Em 1935, Heinrich Himmler, Walther Darré e Herman Wirth, todos eles admiradores de Wagner e de Nietzsche, fundaram a "Sociedade para Investigação e Ensino da Herança Ancestral Alemã", conhecida como Ahnenerbe. Para provar a antiguidade e a superioridade da raça ariana, a instituição promovia escavações arqueológicas, estudo de peças de grande valor histórico como a Tapeçaria de Bayeux, pesquisas antropométricas e experimentos médicos com prisioneiros dos campos de concentração.

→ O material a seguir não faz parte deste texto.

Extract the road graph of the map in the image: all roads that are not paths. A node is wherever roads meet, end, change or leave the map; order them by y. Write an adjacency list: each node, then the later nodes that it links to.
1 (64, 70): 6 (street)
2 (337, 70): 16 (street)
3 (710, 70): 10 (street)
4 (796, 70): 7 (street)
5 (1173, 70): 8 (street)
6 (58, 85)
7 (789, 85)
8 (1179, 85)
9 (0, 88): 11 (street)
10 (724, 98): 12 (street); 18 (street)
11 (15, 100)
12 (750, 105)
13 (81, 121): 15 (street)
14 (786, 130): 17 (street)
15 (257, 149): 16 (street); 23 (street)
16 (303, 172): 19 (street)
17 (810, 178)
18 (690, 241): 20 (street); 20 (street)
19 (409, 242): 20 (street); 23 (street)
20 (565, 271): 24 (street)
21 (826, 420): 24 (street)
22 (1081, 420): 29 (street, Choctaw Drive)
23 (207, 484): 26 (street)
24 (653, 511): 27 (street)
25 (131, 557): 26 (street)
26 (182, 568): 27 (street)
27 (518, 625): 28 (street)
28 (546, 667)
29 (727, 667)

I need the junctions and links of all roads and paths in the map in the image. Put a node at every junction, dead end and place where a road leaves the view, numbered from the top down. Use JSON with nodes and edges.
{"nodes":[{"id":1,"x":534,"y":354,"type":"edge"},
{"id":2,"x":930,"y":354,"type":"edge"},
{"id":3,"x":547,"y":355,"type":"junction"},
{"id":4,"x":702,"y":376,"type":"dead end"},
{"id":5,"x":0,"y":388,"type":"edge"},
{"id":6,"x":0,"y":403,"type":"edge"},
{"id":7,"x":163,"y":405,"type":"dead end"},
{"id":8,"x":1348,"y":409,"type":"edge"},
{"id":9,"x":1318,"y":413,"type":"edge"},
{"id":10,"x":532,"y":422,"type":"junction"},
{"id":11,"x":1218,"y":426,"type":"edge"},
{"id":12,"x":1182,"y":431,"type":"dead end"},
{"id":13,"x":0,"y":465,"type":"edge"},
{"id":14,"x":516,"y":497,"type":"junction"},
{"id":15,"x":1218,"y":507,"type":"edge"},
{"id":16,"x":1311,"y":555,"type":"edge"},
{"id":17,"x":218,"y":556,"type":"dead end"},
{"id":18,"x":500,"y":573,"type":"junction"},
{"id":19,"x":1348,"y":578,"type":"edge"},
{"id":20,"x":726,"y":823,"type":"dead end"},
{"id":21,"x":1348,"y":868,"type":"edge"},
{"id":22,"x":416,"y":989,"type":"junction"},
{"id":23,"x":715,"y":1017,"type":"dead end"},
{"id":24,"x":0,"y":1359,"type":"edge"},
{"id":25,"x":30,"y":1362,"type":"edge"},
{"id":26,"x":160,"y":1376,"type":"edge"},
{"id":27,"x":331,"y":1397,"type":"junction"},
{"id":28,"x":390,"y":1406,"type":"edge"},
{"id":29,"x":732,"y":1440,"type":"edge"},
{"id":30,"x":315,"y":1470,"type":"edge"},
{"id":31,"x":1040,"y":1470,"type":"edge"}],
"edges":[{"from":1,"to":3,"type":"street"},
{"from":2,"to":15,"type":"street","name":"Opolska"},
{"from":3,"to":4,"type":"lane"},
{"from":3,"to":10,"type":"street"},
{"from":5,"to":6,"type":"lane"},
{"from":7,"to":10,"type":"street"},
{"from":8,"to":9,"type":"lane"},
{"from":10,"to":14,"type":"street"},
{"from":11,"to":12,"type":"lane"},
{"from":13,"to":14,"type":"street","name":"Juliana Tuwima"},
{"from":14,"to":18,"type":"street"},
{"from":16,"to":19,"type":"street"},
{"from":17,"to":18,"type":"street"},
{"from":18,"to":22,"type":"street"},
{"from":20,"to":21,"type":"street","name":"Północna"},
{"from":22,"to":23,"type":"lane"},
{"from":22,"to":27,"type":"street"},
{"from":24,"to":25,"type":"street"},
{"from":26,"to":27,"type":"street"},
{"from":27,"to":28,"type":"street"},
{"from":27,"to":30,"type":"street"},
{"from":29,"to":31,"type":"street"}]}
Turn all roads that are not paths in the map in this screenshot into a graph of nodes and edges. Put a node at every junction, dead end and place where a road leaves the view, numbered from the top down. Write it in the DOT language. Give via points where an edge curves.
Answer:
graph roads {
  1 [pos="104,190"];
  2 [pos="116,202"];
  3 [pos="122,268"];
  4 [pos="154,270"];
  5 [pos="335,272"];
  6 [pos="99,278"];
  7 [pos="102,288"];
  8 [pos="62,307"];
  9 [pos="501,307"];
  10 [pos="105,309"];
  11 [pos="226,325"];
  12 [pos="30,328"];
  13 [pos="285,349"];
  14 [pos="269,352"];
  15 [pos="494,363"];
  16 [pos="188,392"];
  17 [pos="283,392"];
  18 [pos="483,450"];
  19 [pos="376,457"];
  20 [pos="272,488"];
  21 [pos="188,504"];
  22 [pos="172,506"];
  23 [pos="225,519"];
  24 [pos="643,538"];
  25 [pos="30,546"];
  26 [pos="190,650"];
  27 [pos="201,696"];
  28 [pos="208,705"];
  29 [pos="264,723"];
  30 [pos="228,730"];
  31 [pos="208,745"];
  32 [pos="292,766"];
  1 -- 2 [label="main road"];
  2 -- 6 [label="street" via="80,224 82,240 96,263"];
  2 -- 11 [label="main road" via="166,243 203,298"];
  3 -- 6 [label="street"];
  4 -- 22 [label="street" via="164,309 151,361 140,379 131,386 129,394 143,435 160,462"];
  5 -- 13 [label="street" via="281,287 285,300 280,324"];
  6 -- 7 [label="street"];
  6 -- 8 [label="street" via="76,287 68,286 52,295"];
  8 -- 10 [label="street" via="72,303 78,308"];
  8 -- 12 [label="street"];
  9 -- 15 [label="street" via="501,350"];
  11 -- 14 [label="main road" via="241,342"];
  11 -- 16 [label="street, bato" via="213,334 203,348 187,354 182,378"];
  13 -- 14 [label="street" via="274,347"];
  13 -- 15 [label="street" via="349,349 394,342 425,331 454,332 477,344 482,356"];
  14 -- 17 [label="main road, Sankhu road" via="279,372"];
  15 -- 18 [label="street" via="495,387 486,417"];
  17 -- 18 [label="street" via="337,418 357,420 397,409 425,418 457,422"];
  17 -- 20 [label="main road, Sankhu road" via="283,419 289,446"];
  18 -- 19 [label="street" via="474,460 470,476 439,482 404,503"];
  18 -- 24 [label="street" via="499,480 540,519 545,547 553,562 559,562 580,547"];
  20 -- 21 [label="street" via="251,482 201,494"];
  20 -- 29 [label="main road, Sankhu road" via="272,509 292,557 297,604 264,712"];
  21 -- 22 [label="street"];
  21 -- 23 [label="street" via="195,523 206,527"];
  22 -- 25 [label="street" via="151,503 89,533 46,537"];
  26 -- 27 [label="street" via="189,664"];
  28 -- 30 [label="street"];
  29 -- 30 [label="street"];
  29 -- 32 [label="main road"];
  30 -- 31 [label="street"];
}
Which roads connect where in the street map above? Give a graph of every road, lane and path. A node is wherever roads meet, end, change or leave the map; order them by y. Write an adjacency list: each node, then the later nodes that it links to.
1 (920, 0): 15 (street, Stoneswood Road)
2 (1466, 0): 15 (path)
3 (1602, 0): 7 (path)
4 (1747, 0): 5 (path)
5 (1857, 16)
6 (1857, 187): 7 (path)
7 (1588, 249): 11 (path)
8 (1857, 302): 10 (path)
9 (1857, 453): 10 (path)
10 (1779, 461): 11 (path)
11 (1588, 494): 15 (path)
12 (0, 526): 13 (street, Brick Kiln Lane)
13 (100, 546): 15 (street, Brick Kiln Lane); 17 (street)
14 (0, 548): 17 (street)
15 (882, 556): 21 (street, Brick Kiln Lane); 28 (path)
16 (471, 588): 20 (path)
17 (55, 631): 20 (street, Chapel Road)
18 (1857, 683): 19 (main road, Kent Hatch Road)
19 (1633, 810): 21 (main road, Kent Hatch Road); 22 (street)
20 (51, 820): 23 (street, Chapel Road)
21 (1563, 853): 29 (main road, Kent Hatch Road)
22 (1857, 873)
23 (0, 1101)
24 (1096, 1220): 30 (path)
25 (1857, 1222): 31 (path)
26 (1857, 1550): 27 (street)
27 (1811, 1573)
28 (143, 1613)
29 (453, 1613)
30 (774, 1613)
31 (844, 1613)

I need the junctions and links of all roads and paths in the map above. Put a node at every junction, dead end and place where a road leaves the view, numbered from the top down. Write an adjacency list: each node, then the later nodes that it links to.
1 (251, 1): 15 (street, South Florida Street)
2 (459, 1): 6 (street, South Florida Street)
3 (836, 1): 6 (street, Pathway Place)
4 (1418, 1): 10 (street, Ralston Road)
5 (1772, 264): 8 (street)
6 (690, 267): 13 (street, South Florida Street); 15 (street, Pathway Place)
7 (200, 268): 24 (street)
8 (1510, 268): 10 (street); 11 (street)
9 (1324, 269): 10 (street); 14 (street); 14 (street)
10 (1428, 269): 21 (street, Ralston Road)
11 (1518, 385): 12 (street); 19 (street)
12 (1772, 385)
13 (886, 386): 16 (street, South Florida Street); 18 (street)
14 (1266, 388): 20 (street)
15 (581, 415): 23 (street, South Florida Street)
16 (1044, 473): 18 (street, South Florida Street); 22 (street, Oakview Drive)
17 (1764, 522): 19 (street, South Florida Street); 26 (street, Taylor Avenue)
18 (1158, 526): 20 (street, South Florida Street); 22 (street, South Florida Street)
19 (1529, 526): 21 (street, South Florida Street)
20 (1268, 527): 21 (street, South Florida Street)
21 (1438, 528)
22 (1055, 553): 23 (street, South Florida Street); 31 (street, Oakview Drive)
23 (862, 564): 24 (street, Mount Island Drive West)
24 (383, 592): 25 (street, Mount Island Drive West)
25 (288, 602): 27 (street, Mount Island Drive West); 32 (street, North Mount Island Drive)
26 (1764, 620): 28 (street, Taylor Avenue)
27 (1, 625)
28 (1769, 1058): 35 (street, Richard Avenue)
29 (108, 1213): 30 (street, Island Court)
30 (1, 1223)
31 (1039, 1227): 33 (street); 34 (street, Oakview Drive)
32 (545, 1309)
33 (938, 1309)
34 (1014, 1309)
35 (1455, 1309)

Himmler tinha grande interesse por ocultismo e estava especialmente disposto a encontrar certos objetos lendários aos quais a tradição atribuía grande poder, como o Graal.

Na tradição alemã que vai de Wolfram von Eschenbach a Richard Wagner, o Graal se encontrava num lugar chamado Monsalväsche ou Montsalvat.  Aqueles que acreditavam na existência real desse objeto poético que é o Graal, pensavam que se tratar de Mont Segur, refúgio dos cátaros no século XIII, ou de Montserrat, onde monges beneditinos se estabeleceram desde o final do século IX, depois que uma imagem da Virgem Maria foi descoberta por crianças que apascentavam cabras naqueles rochedos escarpados. Foi neste famoso santuário catalão que o capitão basco Iñigo Lopez, leitor voraz de novelas de cavalaria e da vida dos santos, passou uma noite em preces antes de abandonar os prazeres mundanos e tornar-se um asceta na gruta de Manresa, ao pé da montanha. Era o ano de 1521. Nas duas décadas que se seguiram, esse Parsifal hispânico viria a ser conhecido como Inácio de Loyola e fundaria a Companhia de Jesus. 

Diz-se que Himmler procurou imitar a estrutura hierárquica jesuítica ao organizar as SS. Fosse por isso ou por algum razão ainda mais obscura, Heinrich Himmler fez uma rápida visita ao Mosteiro de Montserrat na tarde de 23 de outubro de 1940. No mesmo dia, Hitler teve seu primeiro e único encontro com o ditador Francisco Franco na estação de Hendaye. Com o país arruinado pela recente guerra civil e sem obter de Hitler a promessa de um futuro domínio espanhol sobre o Norte da África, o Generalíssimo recusou aliar-se aos alemães. Da Espanha, Hitler e Himmler saíram de mãos vazias. Um, sem o desejado apoio militar, o outro, sem o elusivo Graal. 



6.
Quase quinhentos anos depois de Inácio de Loyola e setenta e cinco anos depois de Himmler, Ludmila e eu também fomos a Montserrat. Contudo, não vínhamos como penitentes, pois de nada nos arrependíamos, tampouco estávamos em demanda do Graal, contra a qual nos vacinara um filme do Monty Python que assisti vezes sem conta. Simplesmente entramos na basílica, rendemos visita à Moreneta, a estatueta negra da Virgem, e ficamos muito tempo na bela pinacoteca do mosteiro, antes de subirmos às trilhas no topo do maciço. Foi lá que vimos o pôr do sol daquele 29 de janeiro de 2015. De lá não se ouvia o ruído da história. Só o farfalhar do vento nos arbustos. Não precisávamos de redentores nem de redenção.